WHAT YOU HAVE TO DO: Search the listing below for the string "Build" and show each line that contains it.

RECORD EXTRACTS:
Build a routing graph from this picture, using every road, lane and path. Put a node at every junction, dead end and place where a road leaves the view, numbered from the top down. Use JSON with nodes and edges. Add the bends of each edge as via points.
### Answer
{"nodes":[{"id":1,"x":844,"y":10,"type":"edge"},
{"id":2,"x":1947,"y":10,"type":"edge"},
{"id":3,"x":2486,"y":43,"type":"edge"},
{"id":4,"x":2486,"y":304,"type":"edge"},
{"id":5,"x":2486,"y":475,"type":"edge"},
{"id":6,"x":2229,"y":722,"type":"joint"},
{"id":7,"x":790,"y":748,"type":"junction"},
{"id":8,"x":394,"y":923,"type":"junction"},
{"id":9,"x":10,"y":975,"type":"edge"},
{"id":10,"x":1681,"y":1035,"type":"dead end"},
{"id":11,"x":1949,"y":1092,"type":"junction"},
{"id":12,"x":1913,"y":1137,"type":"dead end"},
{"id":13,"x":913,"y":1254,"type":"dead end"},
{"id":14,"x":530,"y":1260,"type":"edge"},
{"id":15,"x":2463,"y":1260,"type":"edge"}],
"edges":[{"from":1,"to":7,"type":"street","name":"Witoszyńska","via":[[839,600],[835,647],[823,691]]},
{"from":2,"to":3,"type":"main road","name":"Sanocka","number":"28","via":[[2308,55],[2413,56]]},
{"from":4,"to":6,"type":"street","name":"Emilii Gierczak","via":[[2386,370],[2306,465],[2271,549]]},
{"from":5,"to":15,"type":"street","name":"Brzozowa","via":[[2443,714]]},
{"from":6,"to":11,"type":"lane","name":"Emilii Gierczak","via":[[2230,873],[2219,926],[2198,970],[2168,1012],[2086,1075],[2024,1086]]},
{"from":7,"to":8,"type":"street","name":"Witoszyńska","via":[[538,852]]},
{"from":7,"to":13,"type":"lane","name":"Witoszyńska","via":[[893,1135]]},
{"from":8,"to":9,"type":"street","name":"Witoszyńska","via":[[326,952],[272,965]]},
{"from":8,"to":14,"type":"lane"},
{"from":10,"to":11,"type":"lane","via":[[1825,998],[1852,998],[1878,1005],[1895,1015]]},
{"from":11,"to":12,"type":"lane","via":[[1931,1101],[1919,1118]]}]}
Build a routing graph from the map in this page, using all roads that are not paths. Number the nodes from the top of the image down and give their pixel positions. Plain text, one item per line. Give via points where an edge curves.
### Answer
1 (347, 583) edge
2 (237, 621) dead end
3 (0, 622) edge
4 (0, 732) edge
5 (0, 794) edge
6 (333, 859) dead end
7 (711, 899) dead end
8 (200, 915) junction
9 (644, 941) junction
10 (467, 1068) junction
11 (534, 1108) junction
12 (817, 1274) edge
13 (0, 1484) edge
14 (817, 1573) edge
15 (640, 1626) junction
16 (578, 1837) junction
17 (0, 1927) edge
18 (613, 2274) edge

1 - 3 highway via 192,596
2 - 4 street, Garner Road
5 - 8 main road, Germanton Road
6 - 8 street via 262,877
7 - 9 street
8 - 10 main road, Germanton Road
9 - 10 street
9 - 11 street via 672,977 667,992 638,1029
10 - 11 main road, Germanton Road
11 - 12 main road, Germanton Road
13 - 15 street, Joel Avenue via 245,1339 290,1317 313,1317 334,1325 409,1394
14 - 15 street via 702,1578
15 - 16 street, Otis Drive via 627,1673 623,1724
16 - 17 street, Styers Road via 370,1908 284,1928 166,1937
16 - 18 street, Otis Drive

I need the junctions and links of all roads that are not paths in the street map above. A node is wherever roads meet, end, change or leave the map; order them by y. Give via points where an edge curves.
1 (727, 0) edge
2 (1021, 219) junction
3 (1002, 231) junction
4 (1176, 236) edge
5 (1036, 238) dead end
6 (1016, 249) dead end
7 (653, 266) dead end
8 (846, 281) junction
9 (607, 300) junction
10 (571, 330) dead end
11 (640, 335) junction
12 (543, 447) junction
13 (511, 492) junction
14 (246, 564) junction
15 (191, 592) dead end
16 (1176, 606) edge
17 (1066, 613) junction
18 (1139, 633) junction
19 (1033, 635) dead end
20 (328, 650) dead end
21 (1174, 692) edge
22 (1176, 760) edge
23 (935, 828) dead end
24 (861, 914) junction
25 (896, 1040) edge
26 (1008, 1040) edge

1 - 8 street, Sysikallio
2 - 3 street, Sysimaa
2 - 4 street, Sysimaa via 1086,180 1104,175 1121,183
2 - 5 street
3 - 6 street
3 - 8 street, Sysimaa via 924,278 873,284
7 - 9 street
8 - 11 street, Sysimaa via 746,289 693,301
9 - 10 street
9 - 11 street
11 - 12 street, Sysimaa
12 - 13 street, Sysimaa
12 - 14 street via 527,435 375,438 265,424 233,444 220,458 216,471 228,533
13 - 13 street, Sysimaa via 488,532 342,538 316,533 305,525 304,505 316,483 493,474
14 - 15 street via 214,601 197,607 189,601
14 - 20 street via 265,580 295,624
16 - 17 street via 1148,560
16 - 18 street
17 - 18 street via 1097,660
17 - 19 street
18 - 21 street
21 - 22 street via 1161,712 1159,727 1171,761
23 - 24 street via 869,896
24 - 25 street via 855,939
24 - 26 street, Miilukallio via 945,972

RESULT:
Build a routing graph from this picture, using every road, lane and path. Put a node at every junction, dead end and place where a road leaves the view, numbered from the top down. Use JSON with nodes and edges. Add the bends of each edge as via points.
Build a routing graph from the map in this page, using all roads that are not paths. Number the nodes from the top of the image down and give their pixel positions. Plain text, one item per line. Give via points where an edge curves.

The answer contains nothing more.